Mengumandangkan adzan berpahala besar. Nabi SAW menginformasikan, “Muadzin diampuni sejauh jangkauan adzannya. Seluruh benda yang basah maupun yang kering yang mendengar adzannya, memohonkan ampunan untuknya.” (HR. Ahmad). Saat ini jangkauan adzan bisa sejauh puluhan kilometer karena menggunakan pengeras suara.
Tentu sulit menghitung betapa banyaknya benda basah dan kering yang mendengar alunan adzan yang kemudian memohonkan ampun untuk muadzin. Tak pelak, apabila seluruh kaum muslimin mengetahui besarnya pahala mengumandangkan adzan, maka akan terjadi antrian besar-besaran di depan masjid atau mushalla setiap waktu shalat tiba.
Terkait hal ini Nabi SAW memberi ilustrasi, “Seandainya orang-orang mengetahui pahala yang terkandung pada adzan dan shaf pertama, kemudian mereka tidak mungkin mendapatkannya kecuali dengan cara mengadakan undian untuk itu, niscaya mereka akan melakukan undian.” (HR. Bukhari). Dalam konteks eksatologi, hadits ini memberi informasi betapa beruntungnya muadzin.
Kendati nyatanya selama ini muadzin diposisikan tidak sementereng imam atau penceramah. Muadzin hanya pelengkap shalat fardhu yang dapat dilakukan oleh siapa saja. Padahal serorang muadzin adalah orang yang bersuara merdu dan memahami kata demi kata dari yang dilantunkannya. Tak hanya itu, muadzin diamanahi mewakili Allah SWT untuk mengumandangkan adzan.

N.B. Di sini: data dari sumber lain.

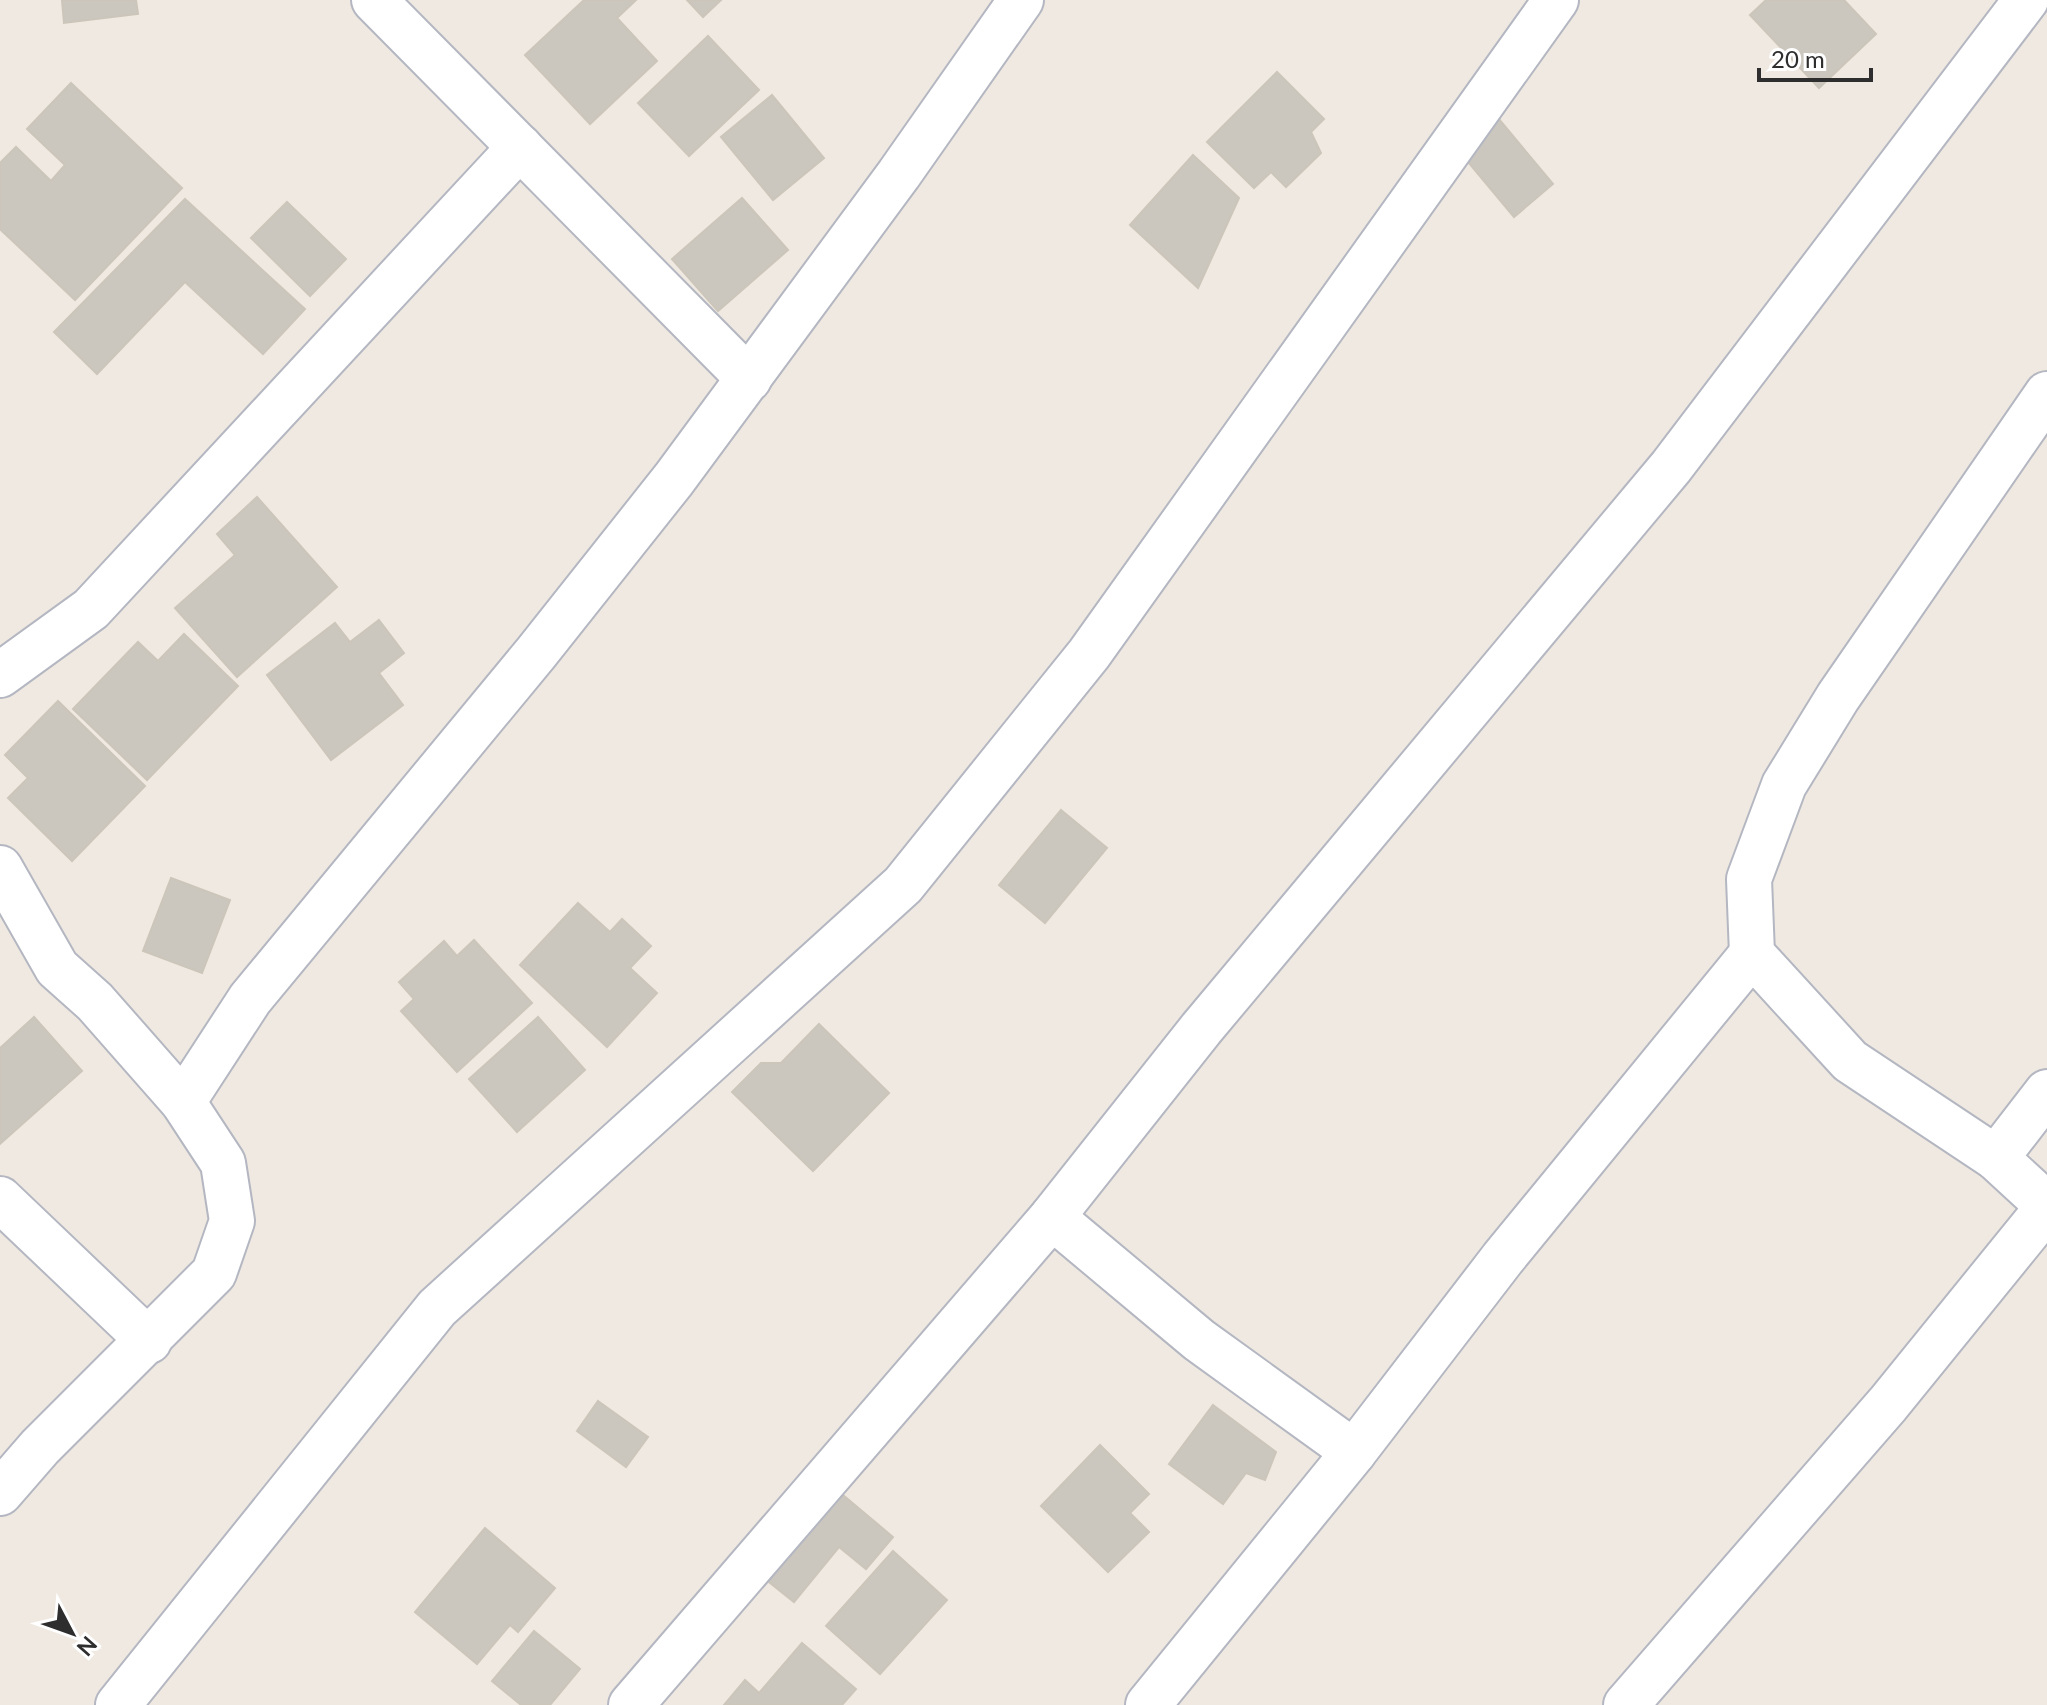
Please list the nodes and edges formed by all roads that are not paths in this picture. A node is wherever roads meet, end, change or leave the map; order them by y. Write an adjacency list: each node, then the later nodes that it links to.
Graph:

Maka dari itu, sedapat mungkin seseorang pernah jadi muadzin, kendati hanya di mushalla atau di rumah. Nabi SAW bersabda, “Tidaklah adzan didengar oleh jin, manusia, batu, dan pohon kecuali mereka akan bersaksi untuknya.” (HR. Abu Ya’la). Saksi mereka untuk muadzin, akan memperberat timbangan kebaikan muadzin. Inilah pahala bagi muadzin.
Memang secara kasat mata, seorang muadzin adalah orang yang paling pertama sampai di masjid. Ia yang paling dulu berwudhu lalu shalat sunah tahiyyatul masjid. Bahkan dalam shalat Subuh, dialah yang membaca tahrim Subuh untuk memakmurkan masjid sebelum kemudian mengumandangkan adzan. Pantas saja kalau muadzin beroleh pahala besar.
Setelah itu, karena kumandang adzannya, orang datang berduyun-duyun ke masjid untuk melaksanakan shalat berjamaah. Saking strategis posisi muadzin ini hingga Nabi SAW menyatakan, “Muadzin mendapatkan pahala seperti pahala orang yang shalat bersamanya.” (HR. Nasa’i). Jadi dalam satu waktu shalat fardu peraih pahala terbanyak adalah muadzin.
Selanjutnya, ketika adzan berkumandang saat itu doa dikabulkan. Dalam Lubab al-Hadits, Imam Jalaluddin al-Suyuthi mengutip sabda Nabi SAW, “Apabila adzan berkumandang, maka dibukalah pintu langit, dan dikabulkanlah doa. Dan apabila telah tiba waktu iqamah, maka doa seseorang tidak akan ditolak.” Ingin pahala berlimpah? Ayo jadi muadzin.